Get all the capabilities and benefits of a highly optimized distributed query engine like Starburst Data, with true self-service tools and a rich, collaborative data catalog. Datameer Spotlight lets your analytics teams discover, model, consume and govern data ANY data required on their own, without the need for IT. The underlying distributed query engine eliminates the need for ETL while ensuring high performance and rapid response times. The result is faster, trusted insights, and immediate time to value.
Starburst Data offers Starburst Enterprise, a fully supported, production-tested, and enterprise-grade distribution of Presto. Presto is an open-source distributed SQL query engine for running interactive analytic queries against data sources of all sizes ranging from gigabytes to petabytes. Presto was initially developed at Facebook, then open-sourced. It was designed and written from the ground up for interactive analytics.
Starburst Enterprise takes Presto and improves performance and security while making it easy to deploy, connect, and manage the Presto environment. Starburst attempts to provide a single database-like interface to multiple remote data sources, making them appear as one database for consolidated analytics without consolidating or moving data.
The Starburst Data product has three major components:
Starburst Enterprise supports over 30 connectors to remote data sources. It offers the Presto data connectors from the open-source distributed, plus a few additional ones, including DB2, SAP Hana, Snowflake, and Delta Lake (Databricks). For some of the Presto connectors, Starburst Data has re-engineered them for better performance.
The distributed query engine and cost-based optimizer are the heart of the Starburst Data product. Starburst Data claims it provides 100 times better price-performance than the query engine in open source Presto. It also has elastic auto-scaling using Kubernetes and cloud compute clusters to manage resource utilization and supports caching for further response time optimization.
Starburst provides standardized JDBC and ODBC interfaces, a Tableau web connector, a PowerBI DirectQuery driver, and a command-line interface on top of the platform. It also provides a REST API and includes the Apache Superset SQL query tool for users. Starburst supports a robust, standard SQL language interface.
Datameer Spotlight is a virtual data management platform with a distributed query engine and optimizer, self-service tools, and a collaborative data catalog that gives analytics teams easy access to all enterprise data assets—regardless of type or location. Spotlight flips the analytics data model on its head, eliminating the need for costly ETL and data replication for analytics and wasted time waiting for data.
Spotlight lets analysts quickly discover, create, share, and collaborate on data assets, building knowledge and trust along the way. It provides a single place where analytics teams can quickly discover all these analytics assets and understand which best solve their problem to produce actionable results promptly. It provides an environment where teams can share and reuse assets, collaborates to form new assets and increase knowledge using familiar social media-like features and AI-augmented information about asset utilization.

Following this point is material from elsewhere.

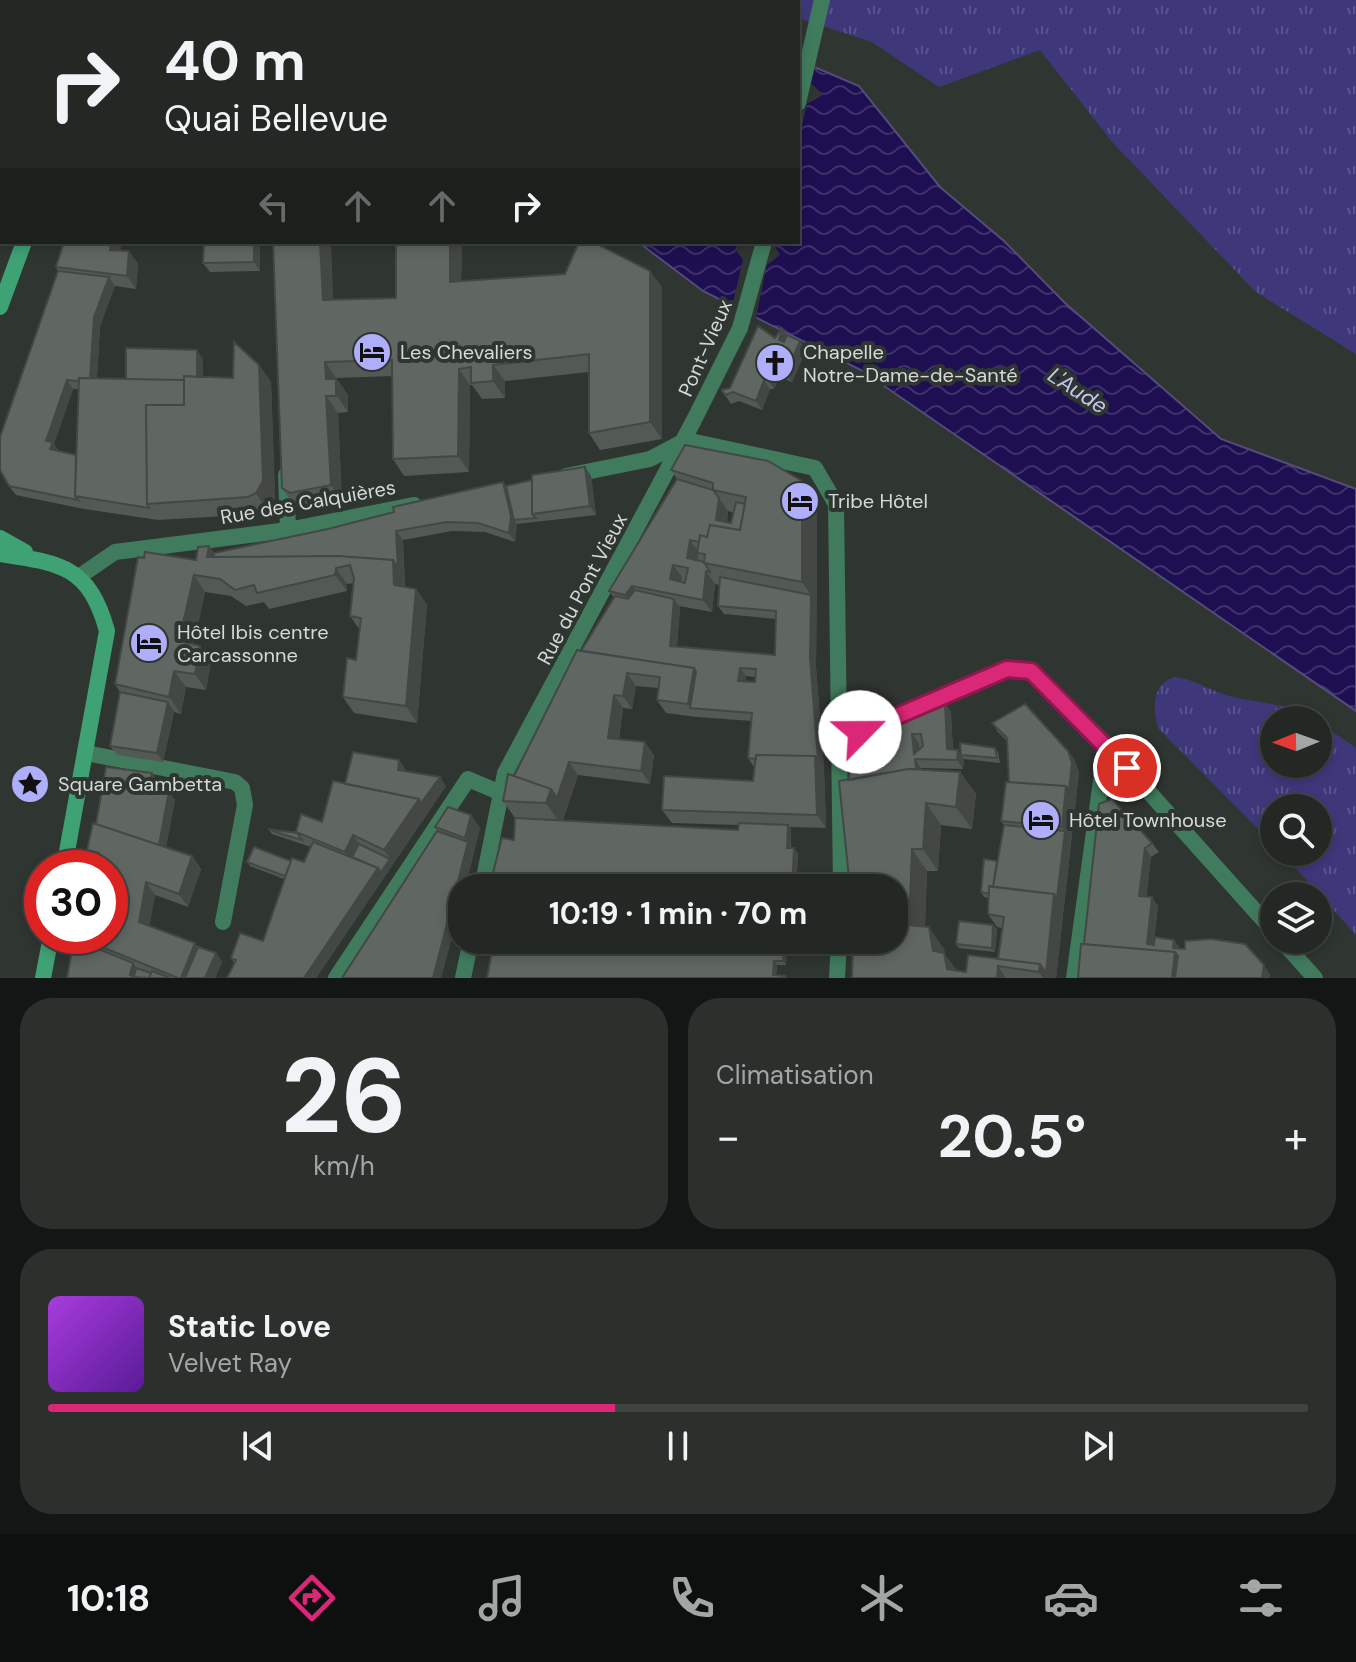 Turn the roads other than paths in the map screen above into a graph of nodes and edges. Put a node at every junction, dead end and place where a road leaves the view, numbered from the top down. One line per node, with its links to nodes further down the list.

Under the covers, Spotlight provides a scalable, performant virtual data query and access environment that brings together all the data analysts need without the need to ETL or replicate data. Spotlight is a SaaS-managed service that does not require IT administration and uses patent-pending optimization techniques and elastic compute architecture to maintain performance and scale.
Spotlight increases the ROI on your data, BI, and analytics investments. It works with any data source you may have – databases, data warehouses, data lakes, files, and applications – and any BI, analytics, and data science tool used. Best of all, the virtual query engine eliminates the need for ETL, allowing you to lower your data integration costs.
At its core, Starburst Enterprise is a distributed query engine that makes data from multiple data sources appear as if in one database. Spotlight is purpose-built to accelerate analytics with a combination of a highly optimized virtual data management server, a broad suite of connectivity to any data, and a collaborative catalog for easy data discovery.
Spotlight and Starburst Data have a few things in common:
Spotlight provides a similar, high-performance distributed query engine as Starburst Enterprise, making distributed data look like a single database to users and ensuring high-performance queries on large datasets with fast response times. Beyond this, Spotlight offers several key differentiated capabilities that Starburst Enterprise does not, allowing Spotlight to facilitate faster analytics at a lower cost:
Starburst Enterprise looks and acts like a database. As such, it requires IT and data teams with expert skills to configure it, add data assets, and maintain it – similar to a data warehouse. This adds to the IT and data teams’ burden and would be just another project in their backlog.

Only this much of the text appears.